Ché surto in piede starvi non soffersi,
anzi cascai, donde corse a comporre
Anchinia un carro, il qual meco si versi.
Su tre rotelle il carriuolo corre,
ed è, sí come io son di lui, mio guida
che al passo infermo e debile soccorre.
Di ciò par ch’Almafisa se ne rida,
che ’l legno arguto poggia ovunque poggio,
e che l’industre Anchinia è che m’affida.
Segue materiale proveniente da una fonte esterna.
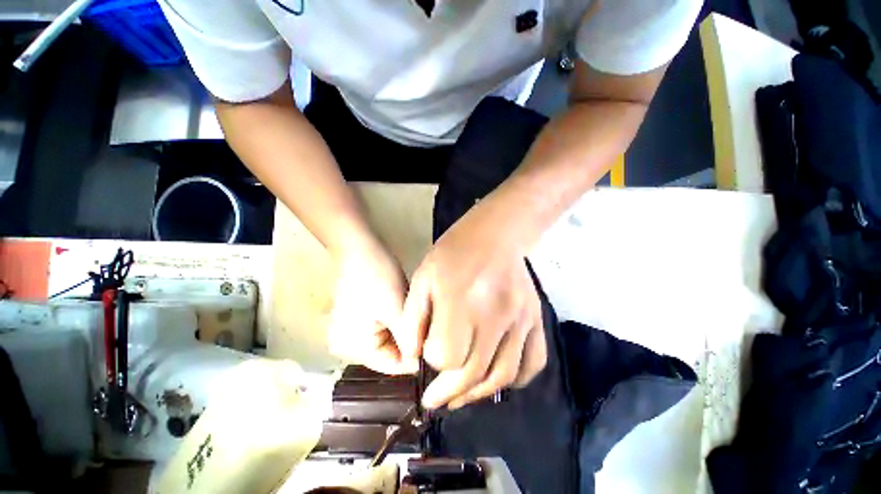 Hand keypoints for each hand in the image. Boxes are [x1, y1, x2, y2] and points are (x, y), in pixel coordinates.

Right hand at [327, 238, 417, 374]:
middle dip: (409, 342)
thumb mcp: (396, 310)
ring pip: (388, 343)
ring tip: (416, 317)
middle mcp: (347, 347)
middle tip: (426, 326)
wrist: (360, 249)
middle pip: (389, 355)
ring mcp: (350, 333)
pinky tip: (403, 311)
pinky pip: (381, 331)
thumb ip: (409, 340)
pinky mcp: (355, 321)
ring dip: (403, 332)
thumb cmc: (378, 277)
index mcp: (354, 349)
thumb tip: (421, 364)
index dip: (416, 357)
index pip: (393, 366)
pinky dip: (395, 325)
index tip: (435, 345)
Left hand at [396, 202, 546, 409]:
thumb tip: (412, 356)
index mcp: (461, 301)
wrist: (496, 235)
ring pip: (503, 375)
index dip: (432, 362)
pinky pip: (533, 363)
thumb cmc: (454, 252)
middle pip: (473, 373)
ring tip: (461, 396)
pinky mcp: (536, 319)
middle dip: (450, 393)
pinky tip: (497, 379)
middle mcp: (495, 316)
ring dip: (479, 393)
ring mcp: (521, 320)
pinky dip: (515, 380)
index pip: (445, 355)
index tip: (427, 356)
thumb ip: (413, 318)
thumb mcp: (423, 278)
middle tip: (437, 399) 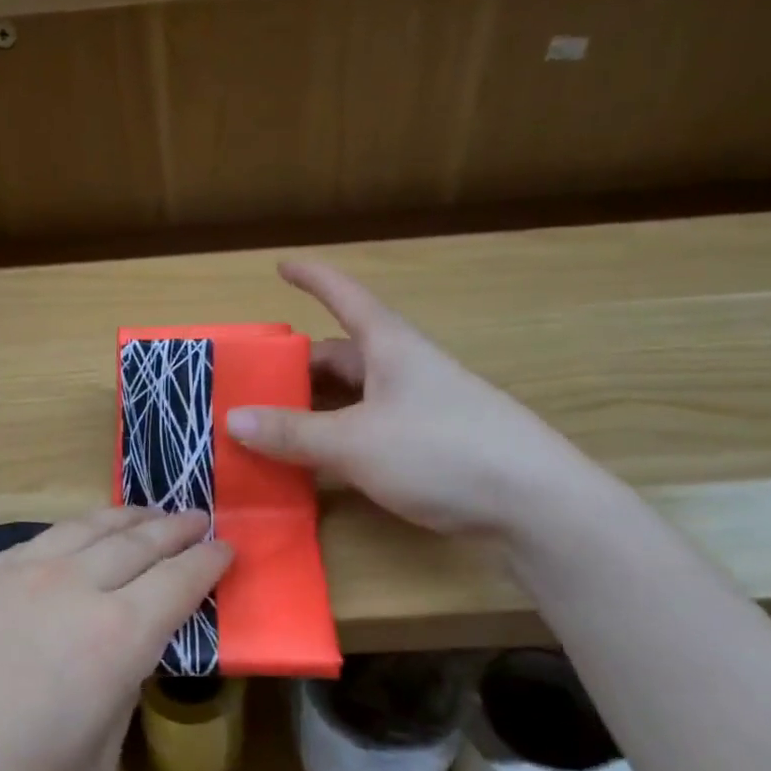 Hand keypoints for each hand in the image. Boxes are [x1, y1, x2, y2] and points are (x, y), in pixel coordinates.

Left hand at [0, 509, 229, 770]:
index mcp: (117, 637)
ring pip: (86, 527)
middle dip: (176, 527)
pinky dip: (72, 535)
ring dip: (127, 517)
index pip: (179, 580)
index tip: (226, 548)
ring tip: (148, 513)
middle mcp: (73, 587)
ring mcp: (17, 572)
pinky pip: (37, 541)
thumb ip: (119, 695)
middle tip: (199, 518)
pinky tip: (76, 541)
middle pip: (138, 541)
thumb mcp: (97, 763)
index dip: (209, 561)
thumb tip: (117, 660)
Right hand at [226, 260, 591, 537]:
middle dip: (299, 367)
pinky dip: (338, 439)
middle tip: (254, 385)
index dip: (313, 279)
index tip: (282, 266)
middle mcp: (406, 370)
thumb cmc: (442, 451)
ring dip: (315, 408)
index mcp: (391, 348)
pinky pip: (370, 430)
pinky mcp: (433, 446)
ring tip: (272, 427)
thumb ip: (293, 432)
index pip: (345, 298)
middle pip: (343, 356)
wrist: (537, 504)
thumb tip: (233, 418)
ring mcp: (422, 409)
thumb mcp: (355, 442)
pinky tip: (317, 463)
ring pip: (355, 398) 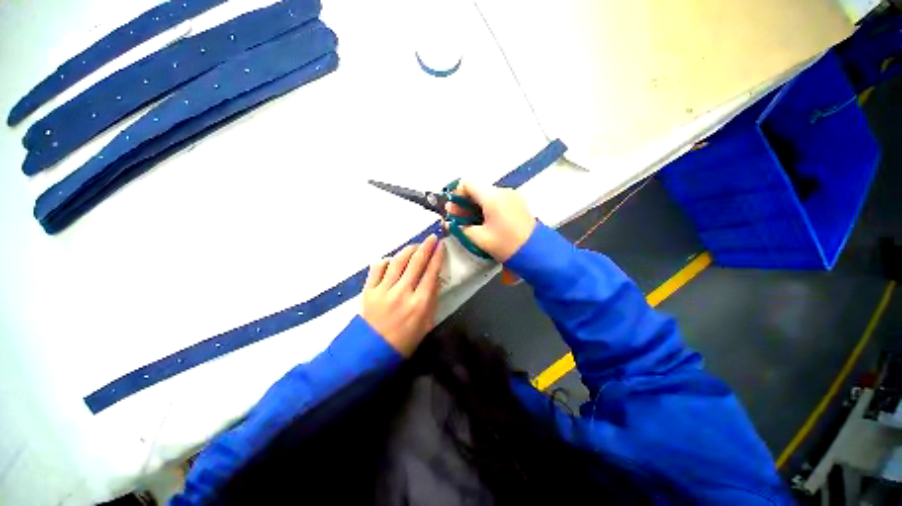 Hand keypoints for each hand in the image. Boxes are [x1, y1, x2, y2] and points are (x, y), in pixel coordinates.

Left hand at [361, 235, 444, 356]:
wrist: (374, 350)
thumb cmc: (404, 342)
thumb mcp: (426, 325)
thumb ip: (431, 302)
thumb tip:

Ma con le mani a lui mentre m’appoggio
ed ir con seco quinci e quindi bramo,
ecco me ’ntoppo in qualche adverso poggio;
di che sossopra il carro ed io n’andiamo:
quel resta intégro ed io n’ho rotto ’l naso,
e che ritto mi torni Anchinia chiamo.
Anchinia mi rileva, e d’ogni caso
per le percosse ch’atterrato piglio
presta ricorre de l’onguento al vaso.
Ed io, ch’oltra ’l dolor esser vermiglio
comprendo il lito del mio sangue, invoco
lei con la mano posta al pesto ciglio.
Ma quella mi risana, ed anco al gioco [Nutrix itaque fidelissima datur homini industria.]
di quel mio tal destriero mi riduce,
in fin che da me stesso, a poco a poco,
ir poscia senza il carro ed altro duce.